How to complete this task: Would you retype each record exactly as given?

Items listed in a dataset:

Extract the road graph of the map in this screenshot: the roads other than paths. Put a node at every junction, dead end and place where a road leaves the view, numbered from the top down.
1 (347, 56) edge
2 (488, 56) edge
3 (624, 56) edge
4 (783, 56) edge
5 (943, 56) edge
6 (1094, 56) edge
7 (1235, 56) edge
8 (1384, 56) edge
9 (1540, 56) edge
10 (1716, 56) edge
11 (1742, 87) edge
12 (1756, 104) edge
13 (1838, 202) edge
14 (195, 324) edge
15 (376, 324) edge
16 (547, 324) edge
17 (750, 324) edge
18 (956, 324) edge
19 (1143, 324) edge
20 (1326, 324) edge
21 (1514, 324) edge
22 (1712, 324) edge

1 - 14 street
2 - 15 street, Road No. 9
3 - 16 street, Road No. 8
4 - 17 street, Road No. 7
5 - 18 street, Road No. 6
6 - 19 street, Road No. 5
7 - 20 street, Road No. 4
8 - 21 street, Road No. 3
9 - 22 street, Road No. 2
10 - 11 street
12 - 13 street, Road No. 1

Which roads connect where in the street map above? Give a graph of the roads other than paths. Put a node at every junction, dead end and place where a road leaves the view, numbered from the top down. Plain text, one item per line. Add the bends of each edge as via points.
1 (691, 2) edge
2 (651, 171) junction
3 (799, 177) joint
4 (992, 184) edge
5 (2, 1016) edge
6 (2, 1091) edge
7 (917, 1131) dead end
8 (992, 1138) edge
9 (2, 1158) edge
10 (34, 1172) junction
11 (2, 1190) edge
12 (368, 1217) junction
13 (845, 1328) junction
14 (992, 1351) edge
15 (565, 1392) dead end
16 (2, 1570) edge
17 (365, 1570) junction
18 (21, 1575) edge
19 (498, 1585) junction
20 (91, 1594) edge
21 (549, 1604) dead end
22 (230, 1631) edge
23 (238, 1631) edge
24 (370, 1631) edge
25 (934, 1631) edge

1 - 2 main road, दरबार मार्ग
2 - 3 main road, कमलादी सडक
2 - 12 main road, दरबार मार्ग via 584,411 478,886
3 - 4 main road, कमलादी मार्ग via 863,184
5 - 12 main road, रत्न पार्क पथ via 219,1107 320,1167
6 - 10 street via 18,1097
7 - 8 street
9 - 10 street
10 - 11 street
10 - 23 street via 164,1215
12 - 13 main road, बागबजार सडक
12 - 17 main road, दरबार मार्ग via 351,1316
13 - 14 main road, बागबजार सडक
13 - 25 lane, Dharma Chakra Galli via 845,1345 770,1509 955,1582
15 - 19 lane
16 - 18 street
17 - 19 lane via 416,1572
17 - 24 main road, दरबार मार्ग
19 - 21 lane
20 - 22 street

Exercise solution:
Extract the road graph of the map in this screenshot: the roads other than paths. Put a node at every junction, dead end and place where a road leaves the view, numbered from the top down.
1 (347, 56) edge
2 (488, 56) edge
3 (624, 56) edge
4 (783, 56) edge
5 (943, 56) edge
6 (1094, 56) edge
7 (1235, 56) edge
8 (1384, 56) edge
9 (1540, 56) edge
10 (1716, 56) edge
11 (1742, 87) edge
12 (1756, 104) edge
13 (1838, 202) edge
14 (195, 324) edge
15 (376, 324) edge
16 (547, 324) edge
17 (750, 324) edge
18 (956, 324) edge
19 (1143, 324) edge
20 (1326, 324) edge
21 (1514, 324) edge
22 (1712, 324) edge

1 - 14 street
2 - 15 street, Road No. 9
3 - 16 street, Road No. 8
4 - 17 street, Road No. 7
5 - 18 street, Road No. 6
6 - 19 street, Road No. 5
7 - 20 street, Road No. 4
8 - 21 street, Road No. 3
9 - 22 street, Road No. 2
10 - 11 street
12 - 13 street, Road No. 1

Which roads connect where in the street map above? Give a graph of the roads other than paths. Put a node at every junction, dead end and place where a road leaves the view, numbered from the top down. Plain text, one item per line. Add the bends of each edge as via points.
1 (691, 2) edge
2 (651, 171) junction
3 (799, 177) joint
4 (992, 184) edge
5 (2, 1016) edge
6 (2, 1091) edge
7 (917, 1131) dead end
8 (992, 1138) edge
9 (2, 1158) edge
10 (34, 1172) junction
11 (2, 1190) edge
12 (368, 1217) junction
13 (845, 1328) junction
14 (992, 1351) edge
15 (565, 1392) dead end
16 (2, 1570) edge
17 (365, 1570) junction
18 (21, 1575) edge
19 (498, 1585) junction
20 (91, 1594) edge
21 (549, 1604) dead end
22 (230, 1631) edge
23 (238, 1631) edge
24 (370, 1631) edge
25 (934, 1631) edge

1 - 2 main road, दरबार मार्ग
2 - 3 main road, कमलादी सडक
2 - 12 main road, दरबार मार्ग via 584,411 478,886
3 - 4 main road, कमलादी मार्ग via 863,184
5 - 12 main road, रत्न पार्क पथ via 219,1107 320,1167
6 - 10 street via 18,1097
7 - 8 street
9 - 10 street
10 - 11 street
10 - 23 street via 164,1215
12 - 13 main road, बागबजार सडक
12 - 17 main road, दरबार मार्ग via 351,1316
13 - 14 main road, बागबजार सडक
13 - 25 lane, Dharma Chakra Galli via 845,1345 770,1509 955,1582
15 - 19 lane
16 - 18 street
17 - 19 lane via 416,1572
17 - 24 main road, दरबार मार्ग
19 - 21 lane
20 - 22 street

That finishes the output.